Introduction

Oxytocin, also known as the “love hormone,” is a naturally occurring hormone that plays a crucial role in reproduction, social bonding, and emotional regulation. While it is well known for its function in inducing labor and stimulating contractions during pregnancy, oxytocin’s role extends far beyond childbirth. Oxytocin plays a significant role in sleep regulation, particularly in influencing sleep onset and quality. 

Emerging research has also found that oxytocin may help improve certain sleep disorders.
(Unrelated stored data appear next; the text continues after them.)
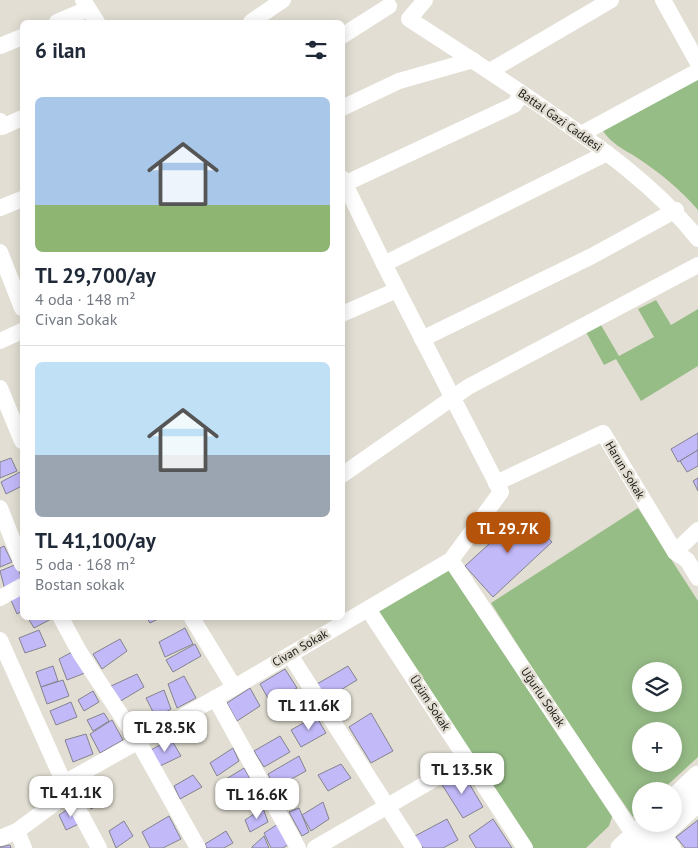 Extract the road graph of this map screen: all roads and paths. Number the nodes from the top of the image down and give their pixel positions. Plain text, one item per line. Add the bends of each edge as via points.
1 (283, 0) edge
2 (425, 0) edge
3 (610, 0) edge
4 (663, 0) edge
5 (385, 3) edge
6 (90, 10) edge
7 (409, 19) junction
8 (62, 20) edge
9 (254, 20) edge
10 (345, 34) edge
11 (20, 37) edge
12 (0, 46) edge
13 (473, 60) junction
14 (698, 62) edge
15 (490, 71) junction
16 (698, 71) edge
17 (522, 94) junction
18 (345, 107) edge
19 (20, 119) edge
20 (0, 122) edge
21 (581, 134) junction
22 (607, 153) junction
23 (345, 182) edge
24 (345, 184) edge
25 (20, 200) edge
26 (0, 208) edge
27 (676, 210) junction
28 (698, 239) edge
29 (0, 252) edge
30 (384, 264) junction
31 (698, 264) edge
32 (397, 290) junction
33 (20, 303) edge
34 (345, 313) edge
35 (20, 331) edge
36 (422, 339) junction
37 (0, 341) edge
38 (0, 388) edge
39 (452, 397) junction
40 (20, 436) edge
41 (345, 474) edge
42 (496, 482) junction
43 (0, 508) edge
44 (698, 530) edge
45 (675, 552) junction
46 (20, 559) edge
47 (451, 560) junction
48 (698, 578) edge
49 (20, 587) edge
50 (0, 598) edge
51 (368, 609) junction
52 (62, 620) edge
53 (193, 620) edge
54 (0, 640) edge
55 (290, 655) junction
56 (234, 687) junction
57 (215, 698) junction
58 (138, 741) junction
59 (467, 760) junction
60 (698, 776) edge
61 (64, 783) junction
62 (682, 791) edge
63 (698, 802) edge
64 (386, 807) junction
65 (17, 831) junction
66 (0, 838) edge
67 (647, 840) edge
68 (24, 848) edge
69 (99, 848) edge
70 (198, 848) edge
71 (298, 848) edge
72 (315, 848) edge
73 (414, 848) edge
74 (525, 848) edge

1 - 9 street
2 - 7 street
3 - 15 street
4 - 14 street
5 - 7 street, Battal Gazi Caddesi
5 - 10 street
6 - 8 street
7 - 13 street, Battal Gazi Caddesi
11 - 12 street
13 - 15 street, Battal Gazi Caddesi
13 - 18 street via 399,81
15 - 17 street, Battal Gazi Caddesi
16 - 21 street
17 - 21 street, Battal Gazi Caddesi
17 - 23 street via 514,105
19 - 20 street via 2,126
21 - 22 street, Battal Gazi Caddesi
22 - 27 street, Battal Gazi Caddesi
22 - 30 street
24 - 30 street
25 - 26 street
27 - 28 street, Battal Gazi Caddesi
27 - 36 street via 592,256
29 - 33 street
30 - 32 street
31 - 39 street
32 - 34 street
32 - 36 street
35 - 37 street
36 - 39 street
38 - 40 street
39 - 41 street
39 - 42 street
42 - 45 street, Harun Sokak via 603,433
42 - 47 street, Civan Sokak via 502,492
43 - 46 street
44 - 45 street
45 - 48 street, Harun Sokak via 687,560
47 - 51 street, Civan Sokak
47 - 67 street, Uğurlu Sokak
49 - 50 street
51 - 55 street, Civan Sokak
51 - 59 street, Üzüm Sokak
52 - 58 street
53 - 56 street
54 - 61 street
55 - 56 street, Civan Sokak
55 - 64 street
56 - 57 street, Civan Sokak
57 - 58 street, Civan Sokak
57 - 71 street
58 - 61 street, Civan Sokak
58 - 70 street
59 - 64 street
59 - 74 street, Üzüm Sokak
60 - 62 main road
61 - 65 street via 55,803
61 - 69 street
63 - 67 main road
64 - 72 street
64 - 73 street
65 - 66 street
65 - 68 street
One study found that administering oxytocin to patients with obstructive sleep apnea (OSA) led to a significant decrease in the frequency of hypopneas and accompanying arousals.[1] The same study reported that oxytocin leads to a significant increase in total sleep time. Understanding oxytocin’s influence on sleep is thus essential due to its potential clinical applications. In this week’s article, we will be diving into oxytocin’s role outside of pregnancy. Specifically, we will take a look at its role in sleep regulation, its effects on wakefulness, and its potential applications in treating sleep disorders.
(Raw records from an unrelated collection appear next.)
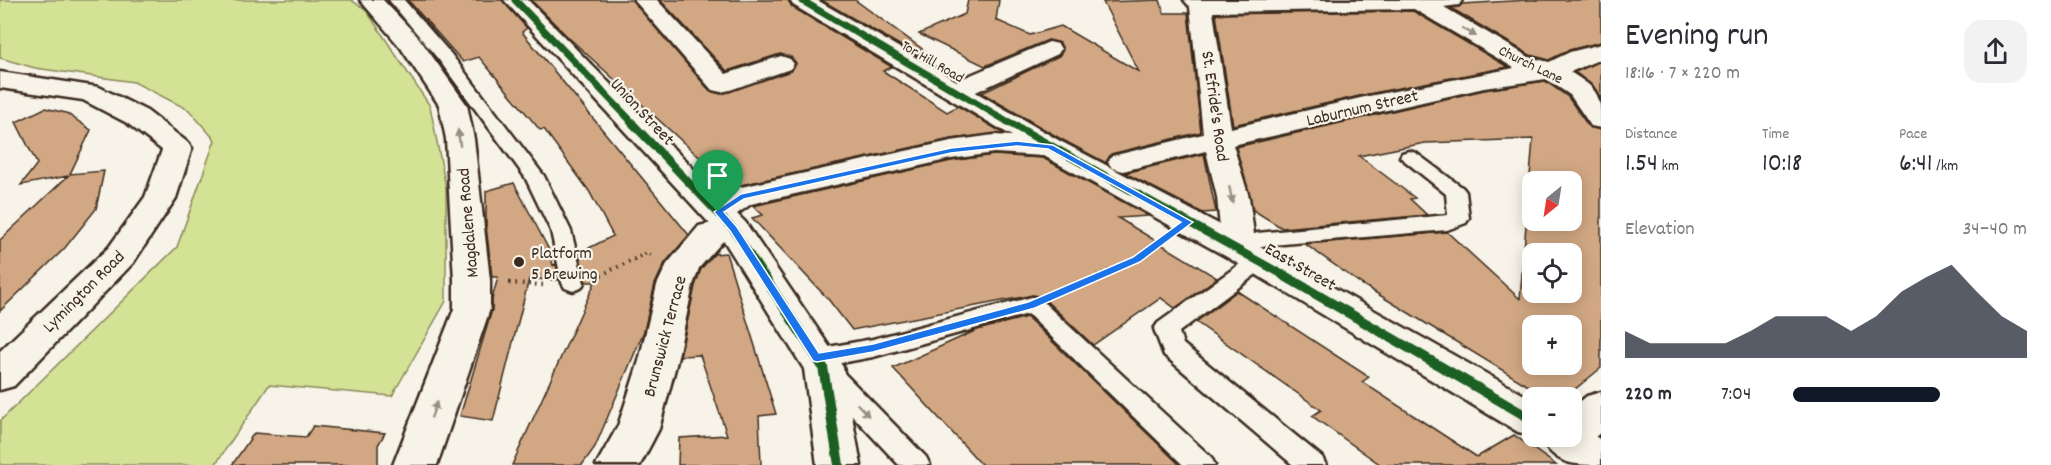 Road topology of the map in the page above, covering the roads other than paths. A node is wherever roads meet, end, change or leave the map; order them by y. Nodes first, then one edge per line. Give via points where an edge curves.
1 (371, 0) edge
2 (396, 0) edge
3 (645, 0) edge
4 (801, 0) edge
5 (1451, 0) edge
6 (520, 1) edge
7 (1198, 2) edge
8 (1371, 2) edge
9 (1419, 2) junction
10 (1049, 49) dead end
11 (1601, 51) edge
12 (781, 64) dead end
13 (1551, 71) junction
14 (0, 80) edge
15 (956, 91) junction
16 (1601, 120) edge
17 (1218, 141) junction
18 (1050, 147) junction
19 (1409, 157) dead end
20 (1123, 162) dead end
21 (726, 221) junction
22 (1249, 255) junction
23 (573, 283) dead end
24 (820, 363) junction
25 (0, 375) edge
26 (1601, 408) edge
27 (1522, 411) edge
28 (1582, 420) edge
29 (1579, 447) edge
30 (1601, 463) edge
31 (415, 465) edge
32 (618, 465) edge
33 (839, 465) edge
34 (916, 465) edge
35 (1201, 465) edge
36 (1312, 465) edge

31 -> 1 street, Magdalene Road via 471,309 460,139 453,105 410,43
2 - 23 lane via 445,57 534,176 561,231
3 - 12 street via 721,84
4 - 15 street, Tor Hill Road
5 - 9 street
6 - 21 street, Union Street
7 - 8 street
7 - 17 street, St. Efride's Road
8 - 9 street
9 -> 13 street, Church Lane via 1520,62
10 - 15 street
11 - 13 street, Laburnum Street
13 - 16 street, Church Lane via 1579,89
13 - 17 street, Laburnum Street via 1484,80 1369,104
14 - 25 street, Lymington Road via 90,93 137,117 177,148 160,198 121,255
15 - 18 street, Tor Hill Road
17 - 20 street, Laburnum Street
17 -> 22 street, St. Efride's Road
18 - 21 street, Brunswick Terrace via 994,144 951,150 741,197
18 - 22 street, East Street
19 - 22 lane via 1456,192 1459,218 1447,223 1257,240
21 - 24 street, Union Street
21 - 32 street, Brunswick Terrace via 684,264 675,285 638,429
22 - 27 street, East Street
22 - 36 lane via 1166,329 1173,349
24 - 33 street
24 -> 34 lane, Union Street
24 - 35 lane via 1032,305
26 - 28 street
29 - 30 street, East Street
Oxytocin in Promoting Sleep

A key neurological function of oxytocin is creating a calming state in a person by reducing stress and anxiety. In the brain, the key structure involved in creating stress and anxiety is the amygdala. This structure is also what is responsible for the “fight-or-flight” response as well as fear processing in general. One study has found that through intranasal administration of oxytocin, activity in the amygdala is reduced. [2] As a result, stress and anxiety responses are reduced which aids in helping a person feel calm. 

The same study reported that oxytocin decreases cortisol levels. Cortisol plays a key role in stress regulation and is one of the primary hormones involved in the fight or flight response. Thus, a reduction in cortisol levels would likely also lead to a reduction in stress, further creating a calming effect in one’s body. When all of these factors are combined, a person is more likely to feel relaxed and is thus able to fall asleep with greater ease. 
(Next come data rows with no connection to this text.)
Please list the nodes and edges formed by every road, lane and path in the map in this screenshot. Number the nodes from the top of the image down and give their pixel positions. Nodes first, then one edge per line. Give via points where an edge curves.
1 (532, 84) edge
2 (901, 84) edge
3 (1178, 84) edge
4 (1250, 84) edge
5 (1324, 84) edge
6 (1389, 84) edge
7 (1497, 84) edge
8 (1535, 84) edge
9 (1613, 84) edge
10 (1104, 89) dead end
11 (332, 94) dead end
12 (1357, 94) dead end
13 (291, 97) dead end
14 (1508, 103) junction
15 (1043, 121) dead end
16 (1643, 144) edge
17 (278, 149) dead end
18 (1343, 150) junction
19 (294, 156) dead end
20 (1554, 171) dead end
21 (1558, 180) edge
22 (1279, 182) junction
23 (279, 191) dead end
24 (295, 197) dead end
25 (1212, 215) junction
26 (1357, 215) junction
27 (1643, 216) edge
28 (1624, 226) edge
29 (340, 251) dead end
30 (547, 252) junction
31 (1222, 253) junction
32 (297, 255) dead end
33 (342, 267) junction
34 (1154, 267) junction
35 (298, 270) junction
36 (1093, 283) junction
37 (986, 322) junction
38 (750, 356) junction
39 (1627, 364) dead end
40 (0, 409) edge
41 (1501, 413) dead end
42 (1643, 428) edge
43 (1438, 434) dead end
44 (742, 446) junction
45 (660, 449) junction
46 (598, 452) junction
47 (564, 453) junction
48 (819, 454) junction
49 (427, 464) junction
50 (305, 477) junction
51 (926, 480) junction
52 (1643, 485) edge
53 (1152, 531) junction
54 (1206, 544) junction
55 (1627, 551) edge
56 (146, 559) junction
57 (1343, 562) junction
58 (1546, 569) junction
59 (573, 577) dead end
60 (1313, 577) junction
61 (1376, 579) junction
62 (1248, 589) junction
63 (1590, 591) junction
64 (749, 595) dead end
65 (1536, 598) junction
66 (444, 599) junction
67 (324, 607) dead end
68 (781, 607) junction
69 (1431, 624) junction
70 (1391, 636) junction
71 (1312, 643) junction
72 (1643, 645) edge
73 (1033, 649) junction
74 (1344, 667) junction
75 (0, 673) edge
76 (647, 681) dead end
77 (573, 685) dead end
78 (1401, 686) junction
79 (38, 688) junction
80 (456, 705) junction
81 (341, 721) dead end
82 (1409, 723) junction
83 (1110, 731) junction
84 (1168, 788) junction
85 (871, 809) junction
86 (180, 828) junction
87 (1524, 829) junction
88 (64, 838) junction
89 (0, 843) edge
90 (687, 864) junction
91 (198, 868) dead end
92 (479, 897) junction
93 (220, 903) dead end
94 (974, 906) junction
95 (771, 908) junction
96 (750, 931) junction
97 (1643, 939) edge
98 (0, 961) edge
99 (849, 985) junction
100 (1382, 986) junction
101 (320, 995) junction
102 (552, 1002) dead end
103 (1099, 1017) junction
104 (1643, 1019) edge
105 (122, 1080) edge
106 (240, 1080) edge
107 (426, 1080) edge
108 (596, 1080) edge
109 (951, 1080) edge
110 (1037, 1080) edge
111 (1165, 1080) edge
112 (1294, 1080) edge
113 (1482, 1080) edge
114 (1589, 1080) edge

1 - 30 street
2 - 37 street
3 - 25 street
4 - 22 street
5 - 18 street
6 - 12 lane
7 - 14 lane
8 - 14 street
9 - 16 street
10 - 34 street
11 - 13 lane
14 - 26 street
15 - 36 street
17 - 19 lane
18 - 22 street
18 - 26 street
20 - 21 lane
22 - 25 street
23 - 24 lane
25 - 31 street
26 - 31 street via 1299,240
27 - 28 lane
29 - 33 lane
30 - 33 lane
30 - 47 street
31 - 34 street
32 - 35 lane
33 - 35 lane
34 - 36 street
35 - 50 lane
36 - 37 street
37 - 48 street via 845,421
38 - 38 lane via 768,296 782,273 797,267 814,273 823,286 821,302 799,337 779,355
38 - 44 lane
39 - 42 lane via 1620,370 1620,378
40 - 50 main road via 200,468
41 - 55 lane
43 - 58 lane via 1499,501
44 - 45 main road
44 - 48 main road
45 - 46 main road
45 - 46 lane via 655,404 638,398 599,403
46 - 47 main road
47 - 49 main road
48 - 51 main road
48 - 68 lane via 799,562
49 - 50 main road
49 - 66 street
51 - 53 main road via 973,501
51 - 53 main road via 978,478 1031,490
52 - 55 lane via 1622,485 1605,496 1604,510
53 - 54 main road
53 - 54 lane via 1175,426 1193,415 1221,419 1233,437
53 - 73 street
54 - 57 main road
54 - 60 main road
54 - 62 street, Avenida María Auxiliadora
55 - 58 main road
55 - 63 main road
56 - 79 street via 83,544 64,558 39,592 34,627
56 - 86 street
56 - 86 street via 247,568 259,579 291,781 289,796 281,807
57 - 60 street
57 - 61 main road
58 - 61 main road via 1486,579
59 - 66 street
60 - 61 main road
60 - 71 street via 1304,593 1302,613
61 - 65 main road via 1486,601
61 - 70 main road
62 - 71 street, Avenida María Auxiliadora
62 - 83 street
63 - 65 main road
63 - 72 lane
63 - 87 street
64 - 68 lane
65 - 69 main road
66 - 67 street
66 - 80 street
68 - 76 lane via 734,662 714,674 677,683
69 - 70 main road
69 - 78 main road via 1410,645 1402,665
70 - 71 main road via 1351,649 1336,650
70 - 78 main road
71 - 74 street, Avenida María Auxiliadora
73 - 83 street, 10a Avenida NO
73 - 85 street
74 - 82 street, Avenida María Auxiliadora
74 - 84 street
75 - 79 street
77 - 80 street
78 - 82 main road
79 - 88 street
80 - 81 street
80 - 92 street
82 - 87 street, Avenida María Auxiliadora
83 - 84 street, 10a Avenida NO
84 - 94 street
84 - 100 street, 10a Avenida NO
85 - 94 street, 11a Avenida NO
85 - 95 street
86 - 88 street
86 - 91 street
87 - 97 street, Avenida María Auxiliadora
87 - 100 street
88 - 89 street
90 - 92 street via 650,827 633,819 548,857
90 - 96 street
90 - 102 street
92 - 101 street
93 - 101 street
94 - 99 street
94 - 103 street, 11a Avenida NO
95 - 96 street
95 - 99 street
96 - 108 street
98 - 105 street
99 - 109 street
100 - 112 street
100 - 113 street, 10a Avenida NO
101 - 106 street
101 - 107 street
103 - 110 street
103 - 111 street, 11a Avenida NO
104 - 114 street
Oxytocin in Promoting Wakefulness

Most interestingly, oxytocin can also promote wakefulness, directly countering its ability to promote sleep. Recent studies have shown that oxytocin can lead to an increase in sensitivity to social and emotionally significant stimuli, specifically those related to fear and bonding.[4] As a result, the study found that quiet wakefulness was promoted (quiet wakefulness refers to a state of being awake yet calm and relaxed). 

These findings raise questions about oxytocin’s dual role in sleep and wakefulness. Its ability to foster relaxation is directly countered by its ability to create heightened awareness. Given oxytocin’s dual effects, its role in sleep may be more complex than current research suggests. However, much of this role is still largely unknown and current research on the topic is minimal. 

Oxytocin and Obstructive Sleep Apnea (OSA)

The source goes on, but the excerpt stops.